(Keypoint coordinate data)

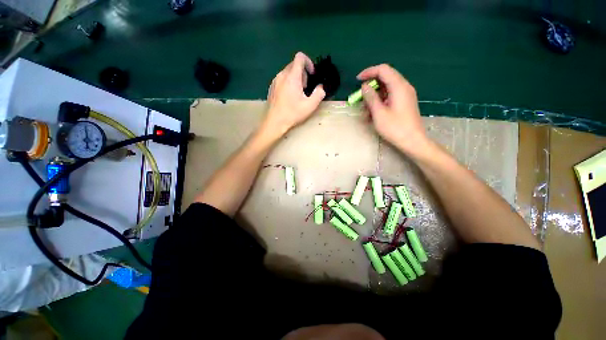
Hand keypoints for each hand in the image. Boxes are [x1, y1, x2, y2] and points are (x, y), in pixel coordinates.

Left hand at [264, 52, 325, 135]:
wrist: (274, 122)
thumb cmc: (292, 113)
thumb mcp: (310, 106)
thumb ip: (319, 94)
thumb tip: (321, 87)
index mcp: (292, 77)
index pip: (300, 57)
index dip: (308, 62)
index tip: (312, 74)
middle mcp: (282, 75)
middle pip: (294, 64)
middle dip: (303, 73)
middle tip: (306, 88)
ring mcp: (275, 81)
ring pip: (287, 72)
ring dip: (295, 78)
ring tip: (298, 94)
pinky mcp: (271, 87)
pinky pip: (282, 79)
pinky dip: (288, 82)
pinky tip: (289, 97)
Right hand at [358, 64, 428, 155]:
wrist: (413, 141)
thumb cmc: (395, 128)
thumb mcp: (379, 113)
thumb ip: (371, 97)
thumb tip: (364, 86)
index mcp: (399, 86)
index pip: (383, 70)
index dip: (369, 72)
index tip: (357, 80)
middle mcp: (404, 87)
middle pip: (385, 78)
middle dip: (370, 87)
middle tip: (360, 98)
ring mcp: (405, 95)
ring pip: (386, 89)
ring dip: (374, 97)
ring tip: (365, 111)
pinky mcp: (404, 103)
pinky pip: (390, 97)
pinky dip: (380, 102)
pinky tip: (373, 114)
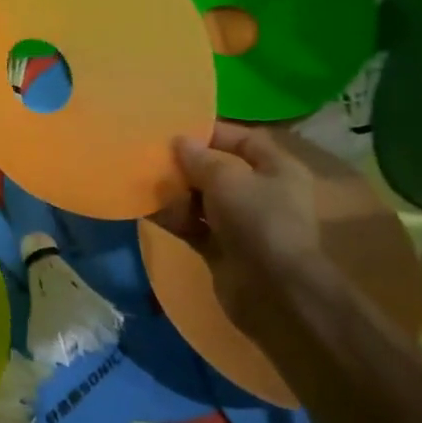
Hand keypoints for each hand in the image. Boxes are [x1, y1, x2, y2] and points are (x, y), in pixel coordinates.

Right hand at [164, 122, 323, 316]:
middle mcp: (262, 194)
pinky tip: (146, 209)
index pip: (245, 140)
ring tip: (144, 181)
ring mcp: (242, 224)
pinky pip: (193, 227)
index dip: (213, 133)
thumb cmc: (257, 220)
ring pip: (202, 200)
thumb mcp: (226, 179)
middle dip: (186, 165)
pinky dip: (173, 218)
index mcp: (277, 170)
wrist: (274, 292)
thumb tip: (179, 142)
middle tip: (152, 155)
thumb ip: (199, 158)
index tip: (178, 130)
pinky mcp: (223, 249)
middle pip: (219, 171)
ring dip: (175, 193)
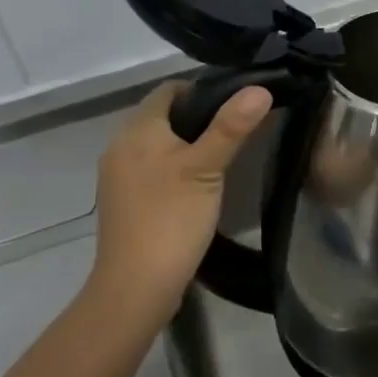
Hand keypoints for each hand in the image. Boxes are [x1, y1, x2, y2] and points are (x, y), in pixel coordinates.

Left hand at [91, 81, 271, 320]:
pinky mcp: (123, 202)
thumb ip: (231, 126)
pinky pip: (151, 169)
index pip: (169, 89)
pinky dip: (174, 167)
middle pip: (162, 115)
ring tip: (222, 155)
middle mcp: (120, 146)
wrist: (135, 289)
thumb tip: (259, 88)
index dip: (202, 89)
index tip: (235, 103)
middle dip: (197, 117)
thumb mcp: (207, 168)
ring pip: (157, 144)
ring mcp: (118, 176)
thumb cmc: (171, 218)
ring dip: (186, 144)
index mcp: (137, 130)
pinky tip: (198, 185)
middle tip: (235, 129)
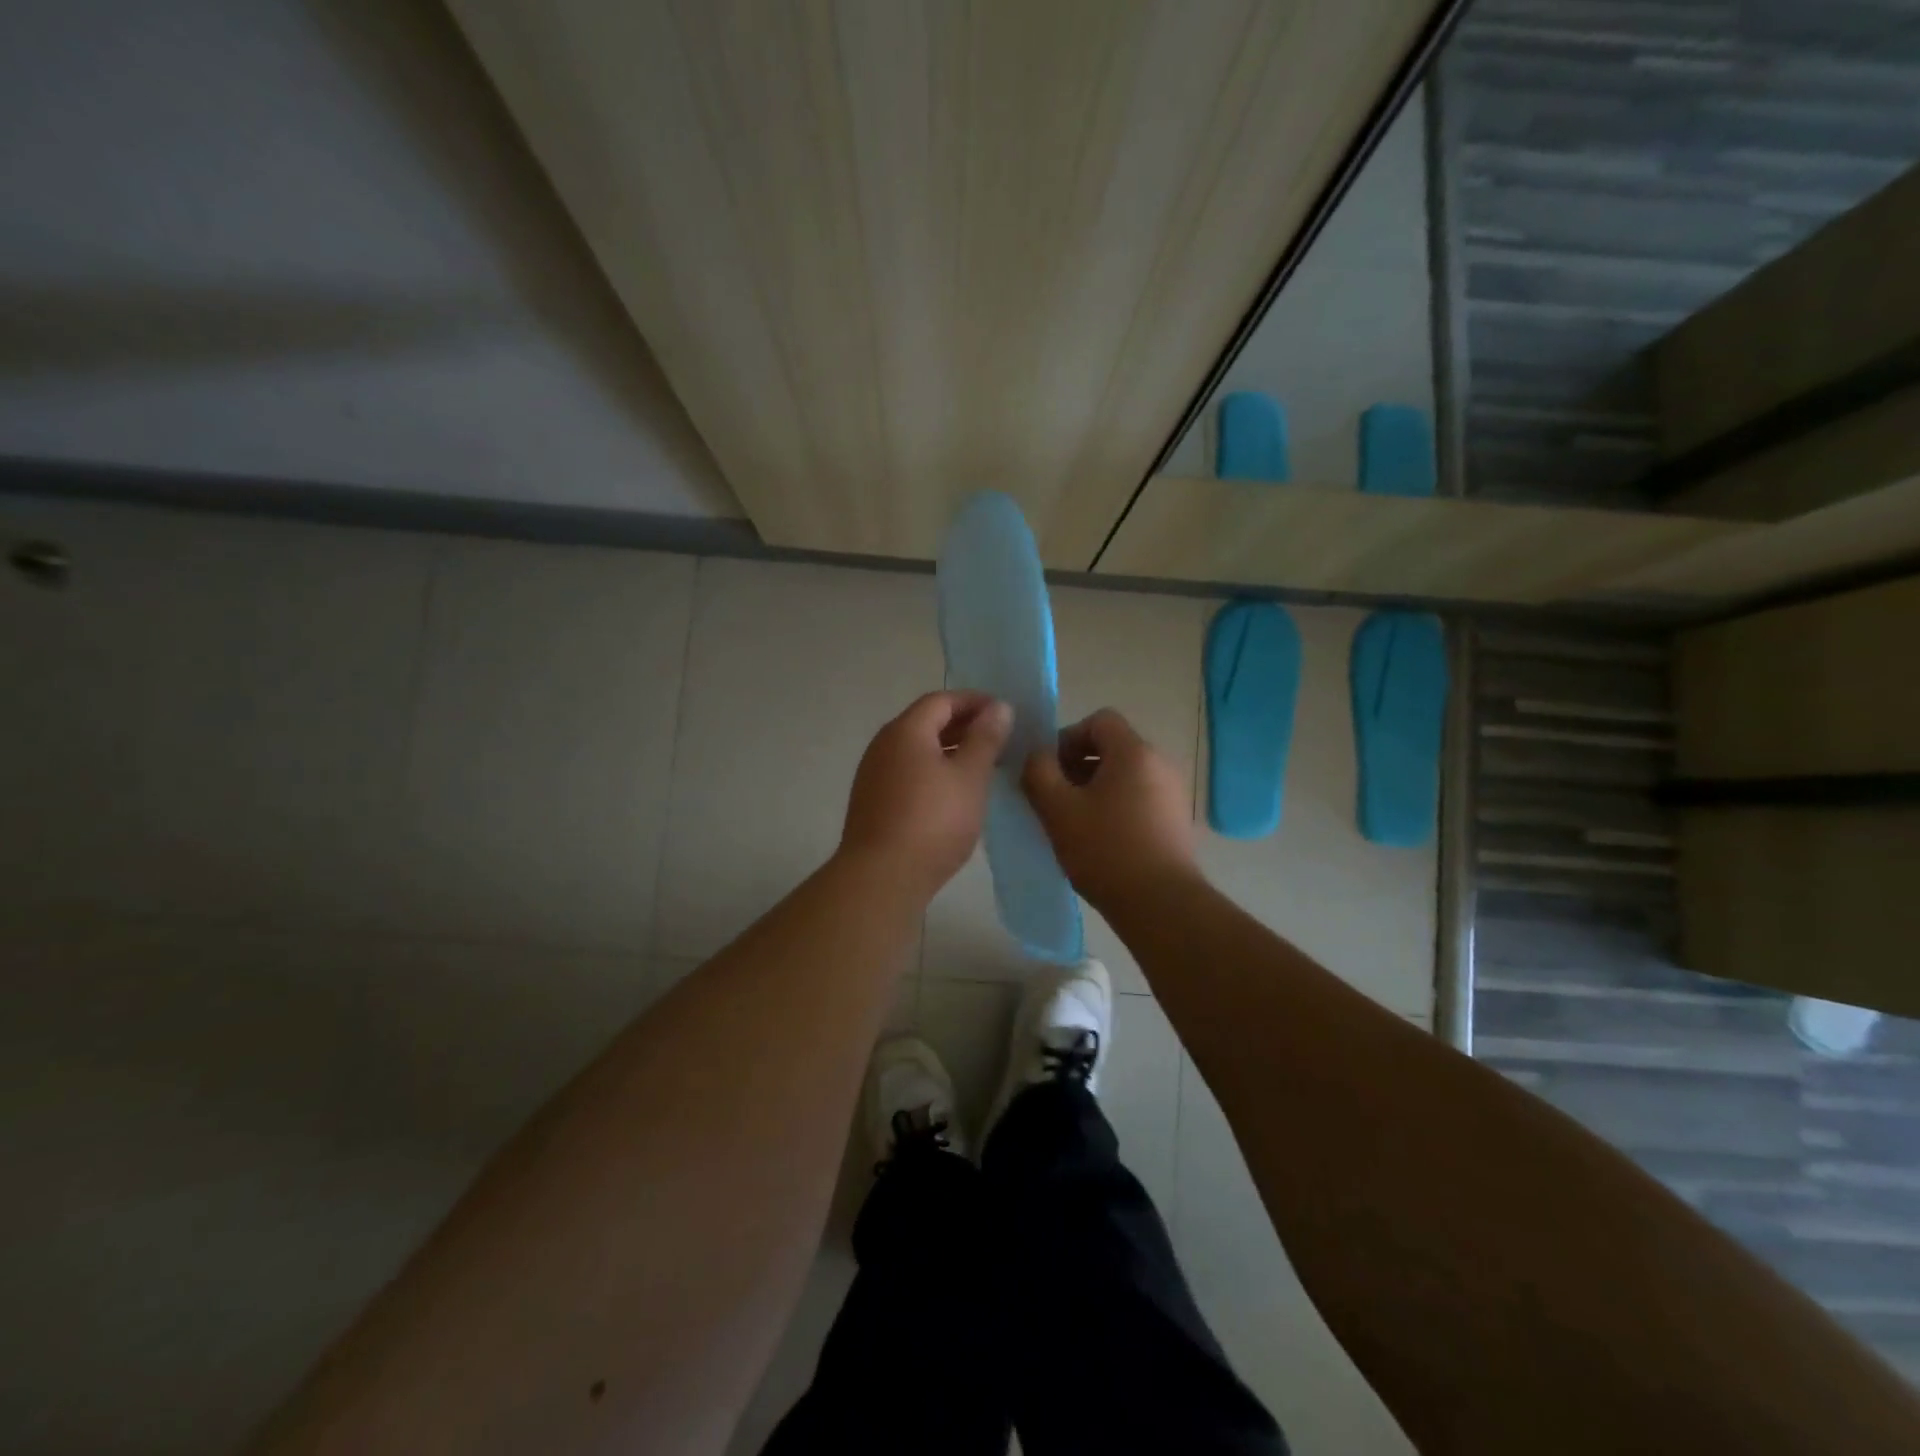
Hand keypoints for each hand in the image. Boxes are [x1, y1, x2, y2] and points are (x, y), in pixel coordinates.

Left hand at [839, 691, 1012, 897]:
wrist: (881, 877)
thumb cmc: (933, 821)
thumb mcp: (970, 776)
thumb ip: (986, 739)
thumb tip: (999, 707)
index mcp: (906, 731)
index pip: (942, 700)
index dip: (974, 702)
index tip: (1004, 713)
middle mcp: (883, 745)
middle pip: (926, 722)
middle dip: (963, 726)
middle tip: (998, 740)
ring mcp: (873, 775)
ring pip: (917, 750)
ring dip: (949, 751)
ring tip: (981, 767)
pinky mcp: (872, 803)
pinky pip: (908, 773)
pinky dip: (933, 772)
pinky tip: (953, 795)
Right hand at [1021, 708, 1198, 909]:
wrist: (1160, 904)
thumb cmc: (1105, 849)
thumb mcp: (1057, 809)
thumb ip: (1038, 771)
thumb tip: (1038, 756)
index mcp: (1134, 752)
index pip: (1100, 720)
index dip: (1068, 737)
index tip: (1050, 769)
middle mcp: (1161, 764)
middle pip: (1113, 747)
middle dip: (1078, 765)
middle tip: (1055, 798)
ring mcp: (1174, 794)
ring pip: (1125, 775)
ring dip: (1095, 789)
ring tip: (1074, 822)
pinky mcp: (1177, 821)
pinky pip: (1140, 799)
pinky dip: (1117, 807)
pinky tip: (1101, 840)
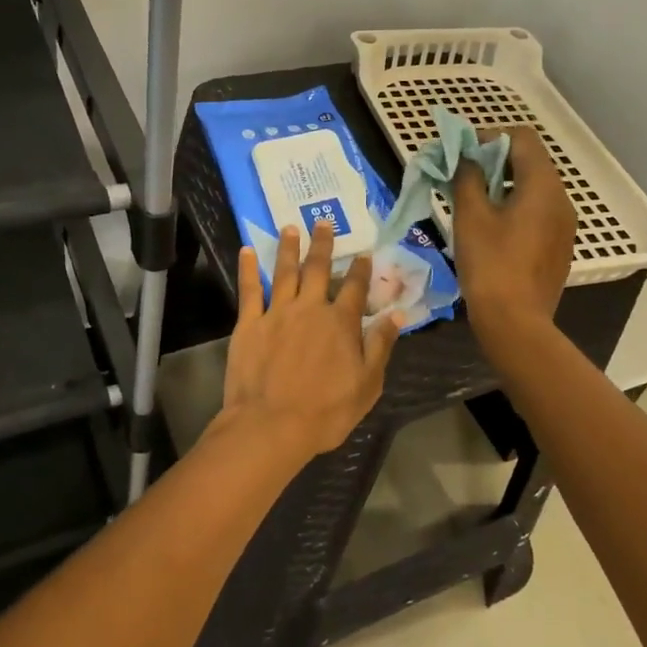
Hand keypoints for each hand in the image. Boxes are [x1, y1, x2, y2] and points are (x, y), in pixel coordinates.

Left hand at [218, 221, 400, 460]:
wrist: (272, 424)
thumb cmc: (325, 411)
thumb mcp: (367, 384)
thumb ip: (381, 345)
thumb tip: (398, 314)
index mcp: (340, 323)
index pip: (354, 288)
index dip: (360, 269)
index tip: (363, 253)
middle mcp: (310, 308)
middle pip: (318, 269)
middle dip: (323, 244)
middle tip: (323, 221)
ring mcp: (277, 312)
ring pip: (285, 271)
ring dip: (289, 247)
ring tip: (290, 227)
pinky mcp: (249, 323)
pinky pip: (249, 289)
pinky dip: (249, 268)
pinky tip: (248, 250)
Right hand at [450, 126, 575, 349]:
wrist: (515, 322)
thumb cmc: (490, 264)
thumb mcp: (470, 216)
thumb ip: (467, 177)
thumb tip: (465, 158)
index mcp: (543, 186)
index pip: (522, 138)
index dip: (491, 137)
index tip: (463, 152)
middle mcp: (561, 200)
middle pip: (531, 161)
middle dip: (495, 160)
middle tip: (463, 174)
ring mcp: (564, 225)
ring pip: (535, 187)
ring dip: (505, 183)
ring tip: (473, 199)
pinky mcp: (559, 246)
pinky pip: (539, 211)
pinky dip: (516, 205)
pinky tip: (492, 226)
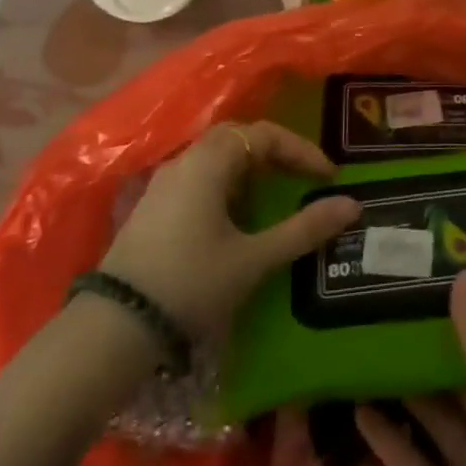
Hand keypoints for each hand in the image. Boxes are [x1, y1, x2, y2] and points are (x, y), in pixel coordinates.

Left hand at [99, 121, 360, 336]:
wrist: (113, 330)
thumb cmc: (191, 284)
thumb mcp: (253, 259)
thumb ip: (303, 230)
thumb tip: (352, 205)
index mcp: (210, 161)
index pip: (264, 135)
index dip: (300, 151)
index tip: (327, 177)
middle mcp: (184, 161)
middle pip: (237, 139)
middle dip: (274, 154)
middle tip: (302, 179)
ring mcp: (162, 185)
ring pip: (215, 160)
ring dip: (250, 172)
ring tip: (275, 200)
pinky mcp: (150, 210)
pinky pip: (198, 181)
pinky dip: (227, 188)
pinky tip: (235, 221)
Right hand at [356, 270, 465, 465]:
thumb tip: (465, 271)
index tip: (443, 270)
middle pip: (464, 376)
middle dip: (434, 343)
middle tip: (394, 293)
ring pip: (434, 415)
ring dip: (405, 385)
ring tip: (368, 334)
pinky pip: (410, 460)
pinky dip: (386, 435)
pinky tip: (357, 401)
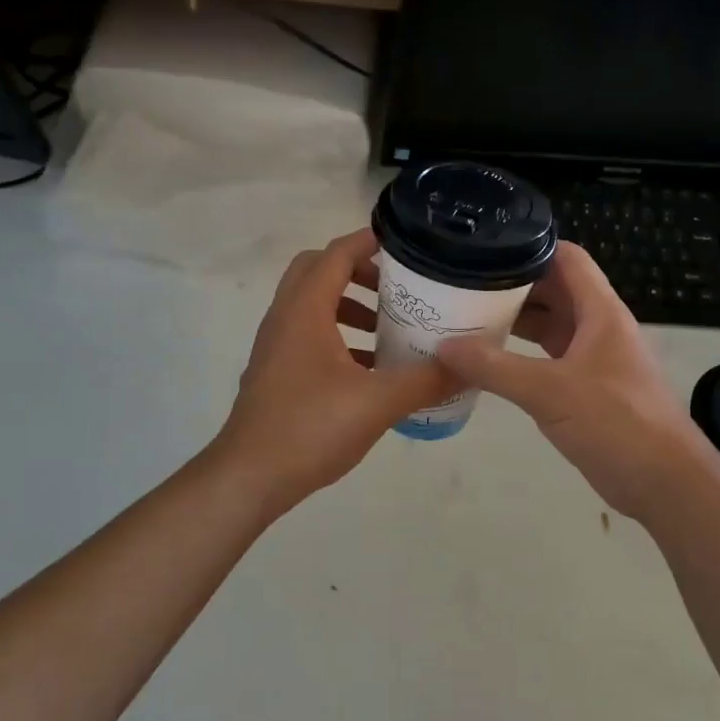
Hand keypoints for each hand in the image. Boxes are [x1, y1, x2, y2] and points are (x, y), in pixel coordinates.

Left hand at [212, 229, 456, 518]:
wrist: (248, 479)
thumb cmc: (309, 428)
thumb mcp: (378, 402)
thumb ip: (426, 379)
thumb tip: (471, 365)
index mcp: (305, 311)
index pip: (336, 255)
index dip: (368, 241)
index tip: (406, 243)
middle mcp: (285, 319)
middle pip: (318, 272)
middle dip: (358, 271)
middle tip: (396, 287)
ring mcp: (277, 347)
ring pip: (313, 305)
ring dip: (350, 305)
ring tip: (388, 327)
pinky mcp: (277, 373)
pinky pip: (310, 336)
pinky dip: (339, 336)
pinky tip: (370, 368)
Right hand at [436, 242, 716, 524]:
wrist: (664, 483)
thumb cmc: (616, 423)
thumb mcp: (550, 391)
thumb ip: (495, 367)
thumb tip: (443, 347)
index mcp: (600, 312)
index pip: (568, 258)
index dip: (531, 247)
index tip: (487, 248)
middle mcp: (599, 327)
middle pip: (555, 289)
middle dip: (513, 284)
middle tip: (464, 283)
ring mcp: (594, 358)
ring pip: (551, 325)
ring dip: (516, 321)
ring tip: (467, 316)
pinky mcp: (588, 388)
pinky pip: (549, 357)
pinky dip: (521, 354)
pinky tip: (489, 361)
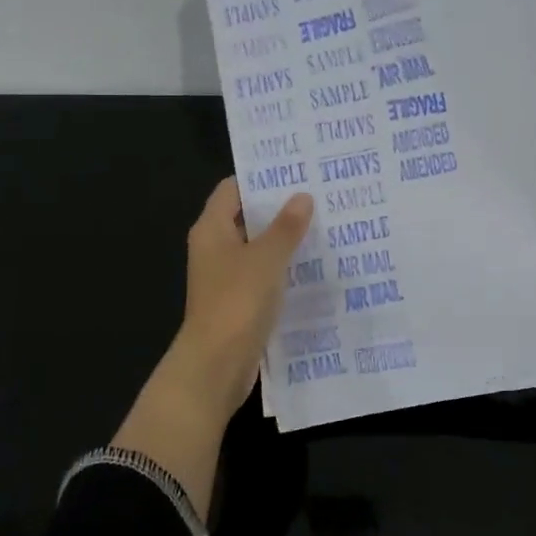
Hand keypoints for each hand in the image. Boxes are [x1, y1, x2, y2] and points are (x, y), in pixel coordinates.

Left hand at [171, 178, 314, 417]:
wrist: (216, 365)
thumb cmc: (237, 301)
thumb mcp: (266, 258)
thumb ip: (286, 227)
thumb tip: (302, 196)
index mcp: (211, 229)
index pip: (232, 189)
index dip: (260, 178)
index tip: (295, 170)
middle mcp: (214, 248)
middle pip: (246, 217)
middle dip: (279, 208)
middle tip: (319, 195)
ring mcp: (225, 277)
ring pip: (257, 248)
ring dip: (284, 239)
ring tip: (324, 225)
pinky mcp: (238, 301)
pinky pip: (263, 275)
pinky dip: (283, 268)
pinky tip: (314, 266)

### [HOW TO COMPLETE THIS TASK]
Take the line above containing "ring dip: (289, 247)", the line containing "index dip: (491, 137)", and all lines in between, and copy them exactly without anything else.

### [RESPONSE TO THIS TASK]
ring dip: (289, 247)
ring tip: (290, 227)
pinky mcp: (249, 323)
pinky pip: (249, 289)
pinky dip: (249, 268)
pinky tip: (248, 250)
Right hand at [450, 126, 575, 349]:
wrist: (515, 322)
thumb cmc: (490, 264)
thumb mcp: (470, 216)
thumb ip: (467, 177)
thumb tip: (465, 158)
index mcp: (543, 186)
index pip: (522, 138)
index dip: (491, 137)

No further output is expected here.